[Saved entries]
———
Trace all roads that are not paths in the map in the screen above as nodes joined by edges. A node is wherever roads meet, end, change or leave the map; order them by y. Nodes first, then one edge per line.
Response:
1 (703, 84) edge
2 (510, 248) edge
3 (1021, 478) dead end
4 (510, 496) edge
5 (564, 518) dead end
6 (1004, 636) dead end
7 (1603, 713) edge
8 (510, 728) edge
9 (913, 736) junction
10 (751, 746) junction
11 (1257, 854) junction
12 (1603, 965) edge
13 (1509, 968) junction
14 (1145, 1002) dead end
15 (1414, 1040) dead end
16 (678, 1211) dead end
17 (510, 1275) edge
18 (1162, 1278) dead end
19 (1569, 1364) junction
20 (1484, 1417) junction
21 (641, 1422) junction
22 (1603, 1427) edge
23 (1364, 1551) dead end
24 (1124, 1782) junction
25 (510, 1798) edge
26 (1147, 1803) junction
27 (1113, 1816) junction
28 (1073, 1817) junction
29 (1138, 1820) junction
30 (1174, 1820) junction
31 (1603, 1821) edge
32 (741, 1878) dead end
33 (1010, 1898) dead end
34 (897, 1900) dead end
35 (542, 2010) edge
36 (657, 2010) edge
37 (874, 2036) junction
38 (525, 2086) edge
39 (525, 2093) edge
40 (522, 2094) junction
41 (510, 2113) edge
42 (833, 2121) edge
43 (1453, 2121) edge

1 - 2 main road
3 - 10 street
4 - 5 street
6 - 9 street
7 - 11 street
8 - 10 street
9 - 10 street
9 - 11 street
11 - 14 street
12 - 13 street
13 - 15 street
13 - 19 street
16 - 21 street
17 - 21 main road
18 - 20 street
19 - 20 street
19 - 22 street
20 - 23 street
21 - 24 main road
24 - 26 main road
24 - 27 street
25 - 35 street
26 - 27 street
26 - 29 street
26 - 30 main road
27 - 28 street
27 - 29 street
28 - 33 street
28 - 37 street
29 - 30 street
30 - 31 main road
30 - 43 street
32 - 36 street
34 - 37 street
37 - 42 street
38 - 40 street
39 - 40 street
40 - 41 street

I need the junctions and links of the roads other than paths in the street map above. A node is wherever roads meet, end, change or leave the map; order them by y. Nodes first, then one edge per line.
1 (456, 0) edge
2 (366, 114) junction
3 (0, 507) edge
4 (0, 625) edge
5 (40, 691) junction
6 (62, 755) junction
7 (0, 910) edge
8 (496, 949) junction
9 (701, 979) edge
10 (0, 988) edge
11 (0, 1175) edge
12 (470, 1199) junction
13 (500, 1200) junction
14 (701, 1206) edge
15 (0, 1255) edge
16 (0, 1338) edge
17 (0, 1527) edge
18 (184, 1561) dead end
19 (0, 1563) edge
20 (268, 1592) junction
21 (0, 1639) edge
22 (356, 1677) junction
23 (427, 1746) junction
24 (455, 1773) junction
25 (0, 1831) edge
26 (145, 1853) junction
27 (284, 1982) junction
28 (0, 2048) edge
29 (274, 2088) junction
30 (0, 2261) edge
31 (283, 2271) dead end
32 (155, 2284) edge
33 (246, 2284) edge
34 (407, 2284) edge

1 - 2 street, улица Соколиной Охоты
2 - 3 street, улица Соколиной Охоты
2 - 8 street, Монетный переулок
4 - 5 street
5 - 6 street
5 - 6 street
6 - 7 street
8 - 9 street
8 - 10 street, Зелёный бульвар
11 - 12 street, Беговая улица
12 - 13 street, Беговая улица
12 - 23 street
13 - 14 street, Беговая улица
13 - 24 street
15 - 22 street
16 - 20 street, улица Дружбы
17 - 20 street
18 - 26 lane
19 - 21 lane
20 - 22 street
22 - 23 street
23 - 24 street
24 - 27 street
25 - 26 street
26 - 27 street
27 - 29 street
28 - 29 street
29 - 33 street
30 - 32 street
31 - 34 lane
———
> _TO DO_
Copy each line above where "first" appears.

> _FINISHED EXERCISE_
Trace all roads that are not paths in the map in the screen above as nodes joined by edges. A node is wherever roads meet, end, change or leave the map; order them by y. Nodes first, then one edge per line.
I need the junctions and links of the roads other than paths in the street map above. A node is wherever roads meet, end, change or leave the map; order them by y. Nodes first, then one edge per line.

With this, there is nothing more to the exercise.